1987 Le Liberté, dimanche 22/02/1987, (CH)
1987 Le Liberté, dimanche 22/02/1987, (CH)
Article de Claude Schuard, exposition au Musée de l’élysée
Jacques Pugin photographe de lumière
Né 50 ans plus tôt, Jacques Pugin serait peut-être devenu peintre. A 18 ans, ce Bullois né en 1954 a préféré la photographie à la toile sans renier pour autant cette dernière. Aujourd’hui installé à Genève où Il s’affirme dans la photo publicitaire, Jacques Pugin n’en continue pas moins de cultiver ses jardins secrets: une photo créative récompensée par plusieurs bourses fédérales, d’arts appliqués d’abord puis des beaux-arts, documentés par quelques expositions individuelles, dont la dernière en date, au Musée de 1’Elysée à Lausanne. Une belle confirmation pour ce peintre de la lumière, autodidacte en tout mais pas amer pour autant.
Jacques Pugin appartient à cette catégorie de photographes qui n’ont pas rencontré dans le milieu familial de leur adolescence la compréhension qu’ils attendaient. Du moment que la photo est accessible à tout le monde, pensaient ses parents, pourquoi en faire profession?
Pas sérieux, ont-ils dit. Jacques Pugin ne s’est pas découragé pour autant. Additionnant les stages, de Zurich à Genève, il a suivi son petit bonhomme de chemin. Soumettant ses photos aux jurys fédéraux, il a alors bénéficié de plusieurs bourses qui lui ont permis de monter son studio. D’acquérir le matériel nécessaire a ses activités professionnelles: la photo publicitaire qu’il pratique seul, la plupart du temps. L’automne dernier, pourtant J.Pugin a pris sa revanche en accueillant des stagiaires de l’Ecole de photographie de Vevey. L’autodidacte était vraiment reconnu.
Pub et créativité
Lorsque nous l’avons rencontré à Genève dans son studio situé dans un immeuble moderne à quelques pas de la gare, J. Pugin bataillait au téléphone avec un directeur d’agence. 11 voulait pour ses futures prises de vue un ciel peint de 4 m’A 1’autre bout du fil, on lui conseillait de se débrouiller avec un fond bleu ou de chercher un ciel ailleurs. Hélas! en photographie aussi, les ciels se déchirent et ne s’échangent donc pas facilement! Contrairement à ce que l’on pourrait imaginer, les photos créatives de Pugin ne l’aident pas dans le domaine publicitaire. Les directeurs; d’agence, dit-il, se méfient de cette dualité, la créativité desserre plus qu’elle n’appuie. Qu’à cela ne tienne. Jacques Pugin qui rencontra à Genève des artistes conceptualistes tels que Ducimetière a développé une photographie originale qui tient dans un subtil équilibre entre prise de vue et intervention personnelle.

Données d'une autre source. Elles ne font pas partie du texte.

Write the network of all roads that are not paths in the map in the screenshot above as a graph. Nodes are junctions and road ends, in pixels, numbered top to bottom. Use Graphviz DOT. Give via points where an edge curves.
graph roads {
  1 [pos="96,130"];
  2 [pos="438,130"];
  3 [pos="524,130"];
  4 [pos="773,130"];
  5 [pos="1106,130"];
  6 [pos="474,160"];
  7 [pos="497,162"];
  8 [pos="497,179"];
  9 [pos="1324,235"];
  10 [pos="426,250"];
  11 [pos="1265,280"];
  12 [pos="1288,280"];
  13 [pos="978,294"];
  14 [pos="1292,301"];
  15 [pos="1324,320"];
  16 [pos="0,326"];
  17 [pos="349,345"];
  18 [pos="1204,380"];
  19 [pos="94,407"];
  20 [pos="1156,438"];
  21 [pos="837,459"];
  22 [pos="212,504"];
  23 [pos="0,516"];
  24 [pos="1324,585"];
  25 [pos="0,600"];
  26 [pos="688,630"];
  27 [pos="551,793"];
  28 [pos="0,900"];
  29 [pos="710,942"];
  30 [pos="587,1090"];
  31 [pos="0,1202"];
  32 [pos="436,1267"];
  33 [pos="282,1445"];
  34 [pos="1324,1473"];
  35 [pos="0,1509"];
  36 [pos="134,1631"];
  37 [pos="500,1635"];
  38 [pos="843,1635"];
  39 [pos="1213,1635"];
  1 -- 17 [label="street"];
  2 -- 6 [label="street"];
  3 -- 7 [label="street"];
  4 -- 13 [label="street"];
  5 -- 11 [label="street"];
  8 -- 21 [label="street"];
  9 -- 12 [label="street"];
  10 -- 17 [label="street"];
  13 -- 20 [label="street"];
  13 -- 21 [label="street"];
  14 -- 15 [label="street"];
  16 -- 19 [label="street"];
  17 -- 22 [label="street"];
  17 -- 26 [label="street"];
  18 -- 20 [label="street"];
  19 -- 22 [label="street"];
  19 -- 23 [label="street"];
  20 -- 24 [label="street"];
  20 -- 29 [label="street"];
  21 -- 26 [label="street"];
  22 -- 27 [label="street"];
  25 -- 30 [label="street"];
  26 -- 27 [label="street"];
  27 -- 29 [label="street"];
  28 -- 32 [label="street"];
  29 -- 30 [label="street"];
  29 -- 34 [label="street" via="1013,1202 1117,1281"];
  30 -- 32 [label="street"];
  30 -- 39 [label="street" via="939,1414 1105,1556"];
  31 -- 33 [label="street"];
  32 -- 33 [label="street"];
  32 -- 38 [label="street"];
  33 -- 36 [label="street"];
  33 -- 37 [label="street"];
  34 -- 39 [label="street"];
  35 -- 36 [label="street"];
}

Après « Graffiti greffés », il expose aujourd’hui à Lausanne le résultat de ses travaux d’été 1986. Des photos couleurs de paysages dans lesquelles il intervient en maniant une sorte de pinceau de lumière. Fixant son appareil sur un trépied, il prend d’abord la photo du paysage choisi – lieu célèbre tel que le Cervin mais aussi sous-bois, etc. – puis il attend la tombée de la nuit. A ce moment, faisant se déplacer dans le paysage devenu invisible une petite lumière, il inscrit ainsi sur la pellicule une sorte de trace immatérielle.
Voici trois ans, Pugin avait commencé par inscrire dans ses photos un objet référence – une corde par exemple – qui à chaque fois marquait sa présence. Avec le rayon lumineux, il retourne de plain-pied à la photographie des origines, qui est dessin de lumière. Cette démarche, inaugurée à Fribourg, lors de la dernière triennale où il fut invité à utiliser le studio Polaroid a depuis lors fait l’objet de publication en revue. Aujourd’hui, Jacques Pugin dit avec un peu de révolte et d’amertume dans la voix que ses images suscitent déjà quelques imitations. Un risque inévitable qui l’oblige ainsi à aller de l’avant, à rendre ses recherches toujours plus cohérentes. 11 faut croire que ses efforts ont été reconnus par les jurys fédéraux successifs puisque à son âge et malgré ses activités professionnelles, le jeune photographe compte déjà à son actif un beau palmarès.